*WHAT YOU NEED TO DO*.
Say the number of lines in the records below that hold the word "North", and only that number.
-- RECORDS FOR THE EXERCISE follows --
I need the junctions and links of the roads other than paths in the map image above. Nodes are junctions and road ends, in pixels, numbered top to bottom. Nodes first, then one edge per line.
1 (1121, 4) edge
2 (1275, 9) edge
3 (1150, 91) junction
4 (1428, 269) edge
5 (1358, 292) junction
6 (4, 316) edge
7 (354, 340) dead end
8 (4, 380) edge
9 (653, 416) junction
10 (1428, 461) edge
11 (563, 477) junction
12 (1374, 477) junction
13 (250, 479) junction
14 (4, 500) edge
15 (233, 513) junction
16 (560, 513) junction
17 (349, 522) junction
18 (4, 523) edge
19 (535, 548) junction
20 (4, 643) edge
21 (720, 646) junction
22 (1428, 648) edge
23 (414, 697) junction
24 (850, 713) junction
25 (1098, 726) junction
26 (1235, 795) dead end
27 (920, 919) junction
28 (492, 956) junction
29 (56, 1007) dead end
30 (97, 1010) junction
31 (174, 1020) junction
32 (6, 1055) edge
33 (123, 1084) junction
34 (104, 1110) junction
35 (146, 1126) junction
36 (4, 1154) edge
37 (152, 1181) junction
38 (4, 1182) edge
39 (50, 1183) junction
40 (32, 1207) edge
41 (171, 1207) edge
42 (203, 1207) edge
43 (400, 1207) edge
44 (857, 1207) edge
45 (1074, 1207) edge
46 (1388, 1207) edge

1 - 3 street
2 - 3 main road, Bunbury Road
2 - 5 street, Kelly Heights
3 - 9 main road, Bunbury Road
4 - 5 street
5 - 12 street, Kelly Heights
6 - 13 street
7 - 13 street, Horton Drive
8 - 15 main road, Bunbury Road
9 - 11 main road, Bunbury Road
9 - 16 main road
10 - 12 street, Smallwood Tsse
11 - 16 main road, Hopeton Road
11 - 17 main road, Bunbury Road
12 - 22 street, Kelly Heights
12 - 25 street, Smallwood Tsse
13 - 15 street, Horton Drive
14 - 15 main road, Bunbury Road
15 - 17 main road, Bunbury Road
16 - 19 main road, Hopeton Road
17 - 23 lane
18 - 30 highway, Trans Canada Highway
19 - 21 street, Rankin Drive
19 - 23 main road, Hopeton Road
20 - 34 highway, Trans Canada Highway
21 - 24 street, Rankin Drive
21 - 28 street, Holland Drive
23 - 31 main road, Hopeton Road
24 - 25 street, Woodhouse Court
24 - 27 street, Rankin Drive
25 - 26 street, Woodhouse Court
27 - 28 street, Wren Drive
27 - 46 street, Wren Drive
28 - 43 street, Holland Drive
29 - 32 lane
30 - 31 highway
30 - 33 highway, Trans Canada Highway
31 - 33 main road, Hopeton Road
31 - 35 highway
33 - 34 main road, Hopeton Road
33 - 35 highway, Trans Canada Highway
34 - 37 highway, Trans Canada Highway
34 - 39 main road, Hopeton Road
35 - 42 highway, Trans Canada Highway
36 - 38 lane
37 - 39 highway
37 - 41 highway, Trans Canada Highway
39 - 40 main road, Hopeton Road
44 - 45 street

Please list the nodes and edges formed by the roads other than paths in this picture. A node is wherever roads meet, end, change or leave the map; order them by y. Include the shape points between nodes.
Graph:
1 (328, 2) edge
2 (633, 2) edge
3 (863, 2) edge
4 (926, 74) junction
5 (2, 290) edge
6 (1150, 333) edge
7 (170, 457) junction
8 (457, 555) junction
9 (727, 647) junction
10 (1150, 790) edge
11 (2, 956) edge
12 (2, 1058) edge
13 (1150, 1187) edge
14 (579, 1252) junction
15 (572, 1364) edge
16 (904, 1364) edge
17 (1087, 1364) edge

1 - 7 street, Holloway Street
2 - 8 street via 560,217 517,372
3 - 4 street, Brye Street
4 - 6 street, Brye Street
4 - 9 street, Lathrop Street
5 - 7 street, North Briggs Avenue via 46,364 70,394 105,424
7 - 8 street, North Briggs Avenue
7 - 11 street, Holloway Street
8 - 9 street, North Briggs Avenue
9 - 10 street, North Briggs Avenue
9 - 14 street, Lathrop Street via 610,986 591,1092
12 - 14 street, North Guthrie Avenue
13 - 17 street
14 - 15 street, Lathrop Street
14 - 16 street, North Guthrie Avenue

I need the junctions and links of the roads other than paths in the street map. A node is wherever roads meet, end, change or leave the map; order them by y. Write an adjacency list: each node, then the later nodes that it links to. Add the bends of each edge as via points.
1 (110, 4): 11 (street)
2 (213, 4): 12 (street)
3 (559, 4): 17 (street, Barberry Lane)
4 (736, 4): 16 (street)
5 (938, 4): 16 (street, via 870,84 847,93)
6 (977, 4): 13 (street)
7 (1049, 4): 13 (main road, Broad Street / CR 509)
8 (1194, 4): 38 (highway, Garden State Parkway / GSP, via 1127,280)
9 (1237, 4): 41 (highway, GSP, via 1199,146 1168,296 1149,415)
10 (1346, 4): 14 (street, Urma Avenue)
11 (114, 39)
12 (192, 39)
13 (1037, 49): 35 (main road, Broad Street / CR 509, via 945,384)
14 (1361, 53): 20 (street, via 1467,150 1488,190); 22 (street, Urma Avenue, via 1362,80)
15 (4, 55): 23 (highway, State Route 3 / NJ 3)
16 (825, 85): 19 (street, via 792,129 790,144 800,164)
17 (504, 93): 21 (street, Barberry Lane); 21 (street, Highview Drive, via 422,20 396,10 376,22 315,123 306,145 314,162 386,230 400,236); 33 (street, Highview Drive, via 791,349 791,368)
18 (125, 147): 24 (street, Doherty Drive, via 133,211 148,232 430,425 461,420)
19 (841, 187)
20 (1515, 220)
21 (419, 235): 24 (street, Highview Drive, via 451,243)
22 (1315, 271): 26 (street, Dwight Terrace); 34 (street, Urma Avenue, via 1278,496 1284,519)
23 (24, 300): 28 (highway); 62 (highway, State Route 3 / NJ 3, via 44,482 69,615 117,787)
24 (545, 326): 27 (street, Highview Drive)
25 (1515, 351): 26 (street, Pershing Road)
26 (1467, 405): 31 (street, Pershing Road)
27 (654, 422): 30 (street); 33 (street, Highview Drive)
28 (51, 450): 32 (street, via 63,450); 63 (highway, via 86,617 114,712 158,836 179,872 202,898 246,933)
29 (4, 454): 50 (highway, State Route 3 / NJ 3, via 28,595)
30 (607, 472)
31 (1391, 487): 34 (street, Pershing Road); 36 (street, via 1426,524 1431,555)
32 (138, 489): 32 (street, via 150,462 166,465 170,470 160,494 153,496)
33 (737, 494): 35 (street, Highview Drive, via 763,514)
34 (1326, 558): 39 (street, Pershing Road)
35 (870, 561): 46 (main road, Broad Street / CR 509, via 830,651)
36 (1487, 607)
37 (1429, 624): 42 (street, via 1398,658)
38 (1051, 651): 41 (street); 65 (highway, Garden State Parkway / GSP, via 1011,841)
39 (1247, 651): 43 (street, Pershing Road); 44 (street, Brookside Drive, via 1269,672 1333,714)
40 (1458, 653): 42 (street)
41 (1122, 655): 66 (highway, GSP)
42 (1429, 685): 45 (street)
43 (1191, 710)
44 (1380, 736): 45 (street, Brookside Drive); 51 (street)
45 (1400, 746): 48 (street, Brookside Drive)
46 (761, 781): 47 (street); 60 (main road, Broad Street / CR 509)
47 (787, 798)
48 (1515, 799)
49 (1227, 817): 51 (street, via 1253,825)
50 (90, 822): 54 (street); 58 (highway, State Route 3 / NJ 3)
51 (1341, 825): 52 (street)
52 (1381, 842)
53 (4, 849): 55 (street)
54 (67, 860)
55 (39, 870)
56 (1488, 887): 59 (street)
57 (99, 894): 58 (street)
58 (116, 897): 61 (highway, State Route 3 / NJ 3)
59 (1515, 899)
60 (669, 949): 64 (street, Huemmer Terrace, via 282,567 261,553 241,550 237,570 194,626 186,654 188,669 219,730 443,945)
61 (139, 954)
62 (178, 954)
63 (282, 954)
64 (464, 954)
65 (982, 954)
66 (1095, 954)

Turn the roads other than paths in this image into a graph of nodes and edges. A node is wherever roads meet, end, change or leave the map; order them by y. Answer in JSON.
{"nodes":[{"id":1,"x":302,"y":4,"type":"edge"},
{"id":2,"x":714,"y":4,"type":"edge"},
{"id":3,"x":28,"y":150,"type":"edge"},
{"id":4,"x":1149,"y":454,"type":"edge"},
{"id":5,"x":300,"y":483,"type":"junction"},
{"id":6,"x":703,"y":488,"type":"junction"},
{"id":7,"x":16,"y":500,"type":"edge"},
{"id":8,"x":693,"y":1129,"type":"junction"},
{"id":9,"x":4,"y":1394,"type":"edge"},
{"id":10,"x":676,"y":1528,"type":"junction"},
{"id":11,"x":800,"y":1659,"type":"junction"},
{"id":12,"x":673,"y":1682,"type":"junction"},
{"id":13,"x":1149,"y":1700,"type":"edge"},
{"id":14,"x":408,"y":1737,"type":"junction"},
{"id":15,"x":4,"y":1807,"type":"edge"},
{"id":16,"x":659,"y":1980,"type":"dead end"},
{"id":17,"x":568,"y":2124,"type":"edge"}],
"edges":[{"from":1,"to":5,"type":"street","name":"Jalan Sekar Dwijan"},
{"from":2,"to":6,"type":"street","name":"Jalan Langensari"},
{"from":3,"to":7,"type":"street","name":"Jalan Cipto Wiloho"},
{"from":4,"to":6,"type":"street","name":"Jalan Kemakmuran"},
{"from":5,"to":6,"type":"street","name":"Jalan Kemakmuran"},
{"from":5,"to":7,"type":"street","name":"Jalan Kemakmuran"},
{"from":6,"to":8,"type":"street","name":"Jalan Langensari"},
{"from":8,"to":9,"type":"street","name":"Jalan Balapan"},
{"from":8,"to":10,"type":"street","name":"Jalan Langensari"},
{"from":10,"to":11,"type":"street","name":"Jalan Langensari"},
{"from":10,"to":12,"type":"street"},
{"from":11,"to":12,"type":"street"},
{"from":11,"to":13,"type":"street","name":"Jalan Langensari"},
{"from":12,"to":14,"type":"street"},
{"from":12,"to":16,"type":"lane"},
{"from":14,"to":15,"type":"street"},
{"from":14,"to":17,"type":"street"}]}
-- RECORDS FOR THE EXERCISE concluded --
*SOLUTION FOR THIS TASK*.
6